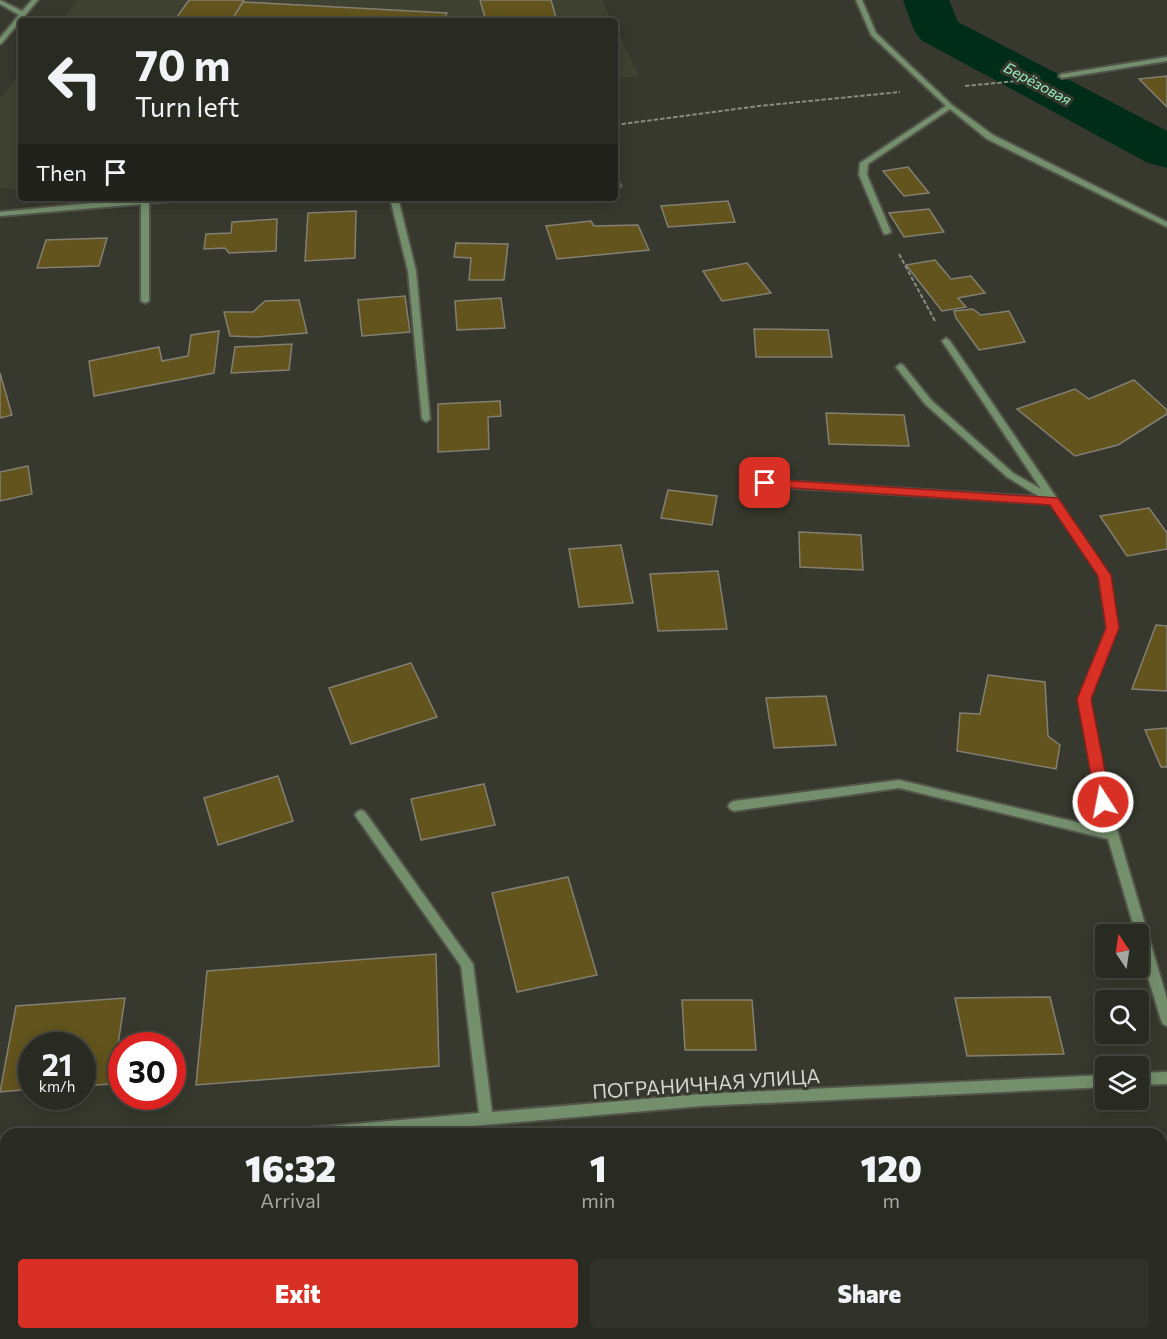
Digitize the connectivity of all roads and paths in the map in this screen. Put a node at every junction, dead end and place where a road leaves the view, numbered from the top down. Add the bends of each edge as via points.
1 (35, 0) edge
2 (858, 0) edge
3 (0, 2) edge
4 (23, 14) junction
5 (20, 18) edge
6 (18, 20) edge
7 (0, 42) edge
8 (1167, 59) edge
9 (1062, 76) joint
10 (932, 89) junction
11 (950, 106) junction
12 (618, 125) edge
13 (120, 201) edge
14 (145, 201) edge
15 (395, 201) edge
16 (0, 214) edge
17 (1167, 225) edge
18 (887, 232) joint
19 (145, 301) dead end
20 (946, 341) joint
21 (900, 367) dead end
22 (426, 418) dead end
23 (765, 483) dead end
24 (1054, 501) junction
25 (734, 806) dead end
26 (361, 815) dead end
27 (1114, 836) junction
28 (1167, 1020) edge
29 (1167, 1078) edge
30 (1149, 1079) edge
31 (1095, 1081) edge
32 (486, 1120) junction
33 (385, 1128) edge

1 - 4 street
2 - 10 street via 873,34
3 - 4 street
4 - 5 street
6 - 7 street
8 - 9 street
9 - 10 path
10 - 11 street
10 - 12 path
11 - 17 street via 990,136
11 - 18 street via 864,163 863,175
13 - 16 street
14 - 19 street
15 - 22 street via 412,271
18 - 20 path
20 - 24 street
21 - 24 street via 928,402 1010,475
23 - 24 street
24 - 27 street via 1104,575 1112,628 1084,699 1103,802
25 - 27 street via 899,784
26 - 32 street via 467,964
27 - 28 street
29 - 30 street
31 - 32 street, ПОГРАНИЧНАЯ УЛИЦА via 702,1100
32 - 33 street, ПОГРАНИЧНАЯ УЛИЦА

• [What to produce] Wherever the string "ПОГРАНИЧНАЯ" appears in the entries above, return the line it appears on.

• [Solution to this problem]
31 - 32 street, ПОГРАНИЧНАЯ УЛИЦА via 702,1100
32 - 33 street, ПОГРАНИЧНАЯ УЛИЦА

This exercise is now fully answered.